Metastasis accounts for almost 90% of cancer-associated mortality. The effectiveness of cancer therapeutics is limited by the protective microenvironment of the metastatic niche and consequently these disseminated tumors remain incurable. Metastatic disease progression continues to be poorly understood due to the lack of appropriate model systems. To address this gap in understanding, we propose an all-human microphysiological system that facilitates the investigation of cancer behavior in the liver metastatic niche. This existing LiverChip is a 3D-system modeling the hepatic niche; it incorporates a full complement of human parenchymal and non-parenchymal cells and effectively recapitulates micrometastases. Moreover, this system allows real-time monitoring of micrometastasis and assessment of human-specific signaling. It is being utilized to further our understanding of the efficacy of chemotherapeutics by examining the activity of established and novel agents on micrometastases under conditions replicating diurnal variations in hormones, nutrients and mild inflammatory states using programmable microdispensers. These inputs affect the cues that govern tumor cell responses. Three critical signaling groups are targeted: the glucose/insulin responses, the stress hormone cortisol and the gut microbiome in relation to inflammatory cues. Currently, the system sustains functioning hepatocytes for a minimum of 15 days; confirmed by monitoring hepatic function (urea, α-1-antitrypsin, fibrinogen, and cytochrome P450) and injury (AST and ALT). Breast cancer cell lines effectively integrate into the hepatic niche without detectable disruption to tissue, and preliminary evidence suggests growth attenuation amongst a subpopulation of breast cancer cells. xMAP technology combined with systems biology modeling are also employed to evaluate cellular crosstalk and illustrate communication networks in the early microenvironment of micrometastases. This model is anticipated to identify new therapeutic strategies for metastasis by elucidating the paracrine effects between the hepatic and metastatic cells, while concurrently evaluating agent efficacy for metastasis, metabolism and tolerability.

Keywords: Micrometastasis; chemotherapeutics; liver; mammary carcinoma.

Figure 1. Cellular composition of the liver

Highly specialized parenchymal and non-parenchymal cell types populate the liver. The hepatocytes form the parenchymal portion, while the non-parenchymal portion comprises multiple cellular types, predominantly liver sinusoidal endothelial, Kupffer and stellate cells.

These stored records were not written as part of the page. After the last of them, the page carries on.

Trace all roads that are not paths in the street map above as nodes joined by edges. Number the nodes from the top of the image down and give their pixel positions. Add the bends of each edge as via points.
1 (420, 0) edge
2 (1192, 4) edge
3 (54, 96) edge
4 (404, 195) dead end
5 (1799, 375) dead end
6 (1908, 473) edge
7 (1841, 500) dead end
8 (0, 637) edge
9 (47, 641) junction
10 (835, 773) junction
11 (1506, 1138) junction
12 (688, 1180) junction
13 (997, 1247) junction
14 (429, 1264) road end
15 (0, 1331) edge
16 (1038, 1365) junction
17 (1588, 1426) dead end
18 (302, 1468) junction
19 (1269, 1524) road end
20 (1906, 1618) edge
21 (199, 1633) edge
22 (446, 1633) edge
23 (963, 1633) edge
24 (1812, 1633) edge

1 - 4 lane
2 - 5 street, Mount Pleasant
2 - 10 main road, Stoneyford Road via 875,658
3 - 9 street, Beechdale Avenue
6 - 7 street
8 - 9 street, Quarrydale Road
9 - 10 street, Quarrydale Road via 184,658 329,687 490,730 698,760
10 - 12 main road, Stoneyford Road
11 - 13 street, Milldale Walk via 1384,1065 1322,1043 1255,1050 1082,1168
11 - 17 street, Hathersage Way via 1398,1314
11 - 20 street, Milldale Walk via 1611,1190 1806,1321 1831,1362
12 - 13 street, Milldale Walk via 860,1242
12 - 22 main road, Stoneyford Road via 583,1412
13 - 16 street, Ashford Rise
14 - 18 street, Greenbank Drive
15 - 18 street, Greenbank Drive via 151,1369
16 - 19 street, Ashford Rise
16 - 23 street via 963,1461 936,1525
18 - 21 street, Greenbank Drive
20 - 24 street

Figure 2. LiverChip experimental schematic to probe for function and tumor outgrowth

Day 0, the LiverChip system (Zyoxel, Ltd.) is seeded with hepatocytes and non-parenchymal cells. Day 1, the medium is changed to serum free maintenance medium. Day 3, the hepatic tissue has formed and is seeded with RFP⁺ breast cancer cells (MCF-7 or MDA-MB-231). Cytochrome P450 activity is assessed on day 3 and 13. Medium was changed every 2 days and effluent samples taken routinely. To monitor the influence of circadian rhythms, sampling frequency is increased to at least 7 times per day. The hepatic niche is maintained for a minimum of 15 days. Assays to assess hepatocyte health and function, cytokine profiles as well as tissue morphology and cellular phenotype are performed on the tissue and effluent samples.

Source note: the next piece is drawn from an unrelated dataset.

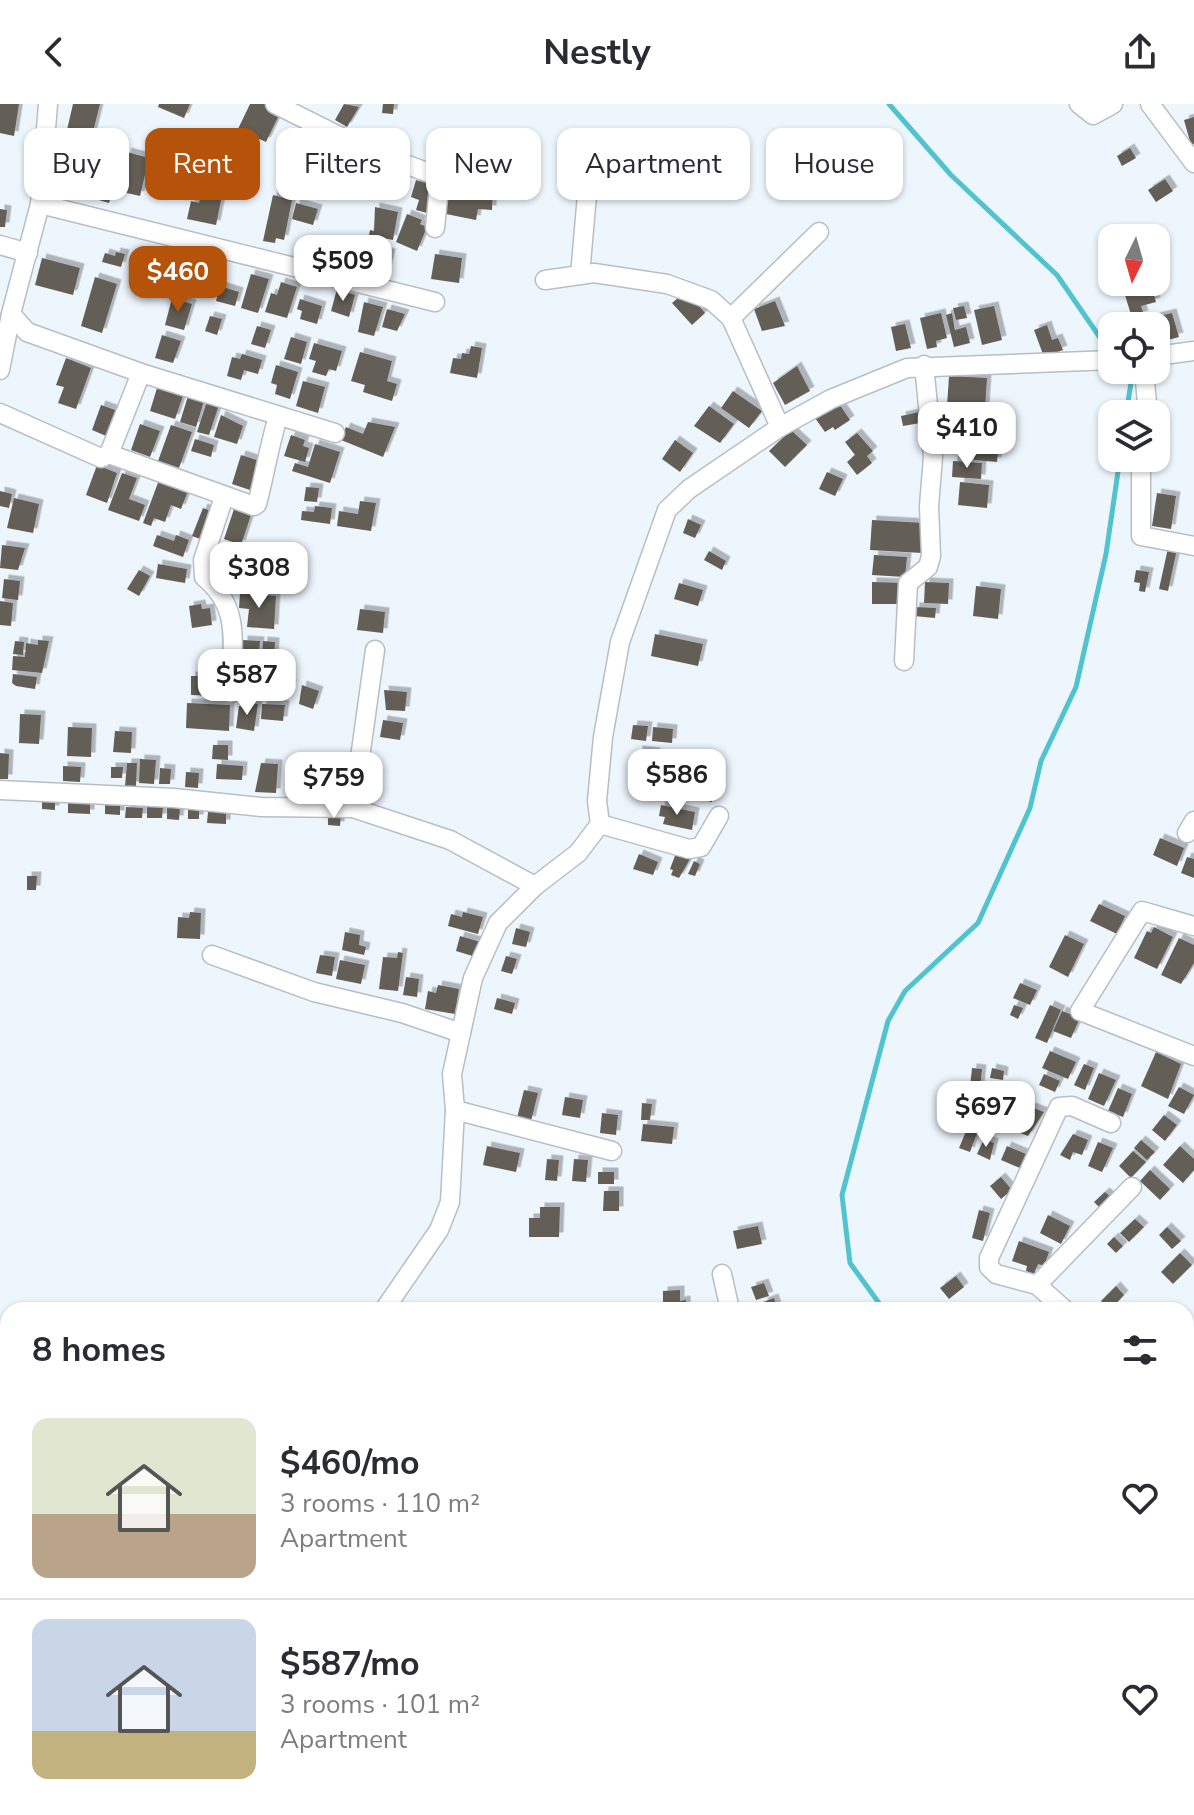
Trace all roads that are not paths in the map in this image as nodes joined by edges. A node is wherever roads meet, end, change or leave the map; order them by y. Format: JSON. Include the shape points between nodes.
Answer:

Figure 3. The LiverChip microphysiological system

A) Aerial view of the LiverChip plate. Cells are seeded into the scaffold area, fluid flows up through this region across the oxygenation channel and is then recirculated via the reservoir. B) Functional and healthy hepatic tissue is formed and maintained for 15 days in the LiverChip. i – Hepatocyte injury markers, AST and ALT, continue to decrease as tissue formation matured in the LiverChip system (n = 2 donors). Following isolation and seeding into the system, the levels are high but as the cells establish tissue they drop to near undetectable levels. ii, iii – Hepatocytes still produce albumin (day 15) and maintain cytochrome P450 activity (day 3 and 13) over the culture period (n= 2 donors). C) An array of microdispensers can be mounted over the LiverChip system providing for precise delivery of drug, hormone and nutrient boluses as small as 100 nL. D) When used in conjunction with custom-made software and electronic controllers, programmable diurnal control of drug concentrations within the bioreactor can be achieved.

Figure 4. General overview of the systematic approach for analyzing communication networks in the early micrometastatic microenvironment

The cues, signals and responses are color coded. Adapted from (74).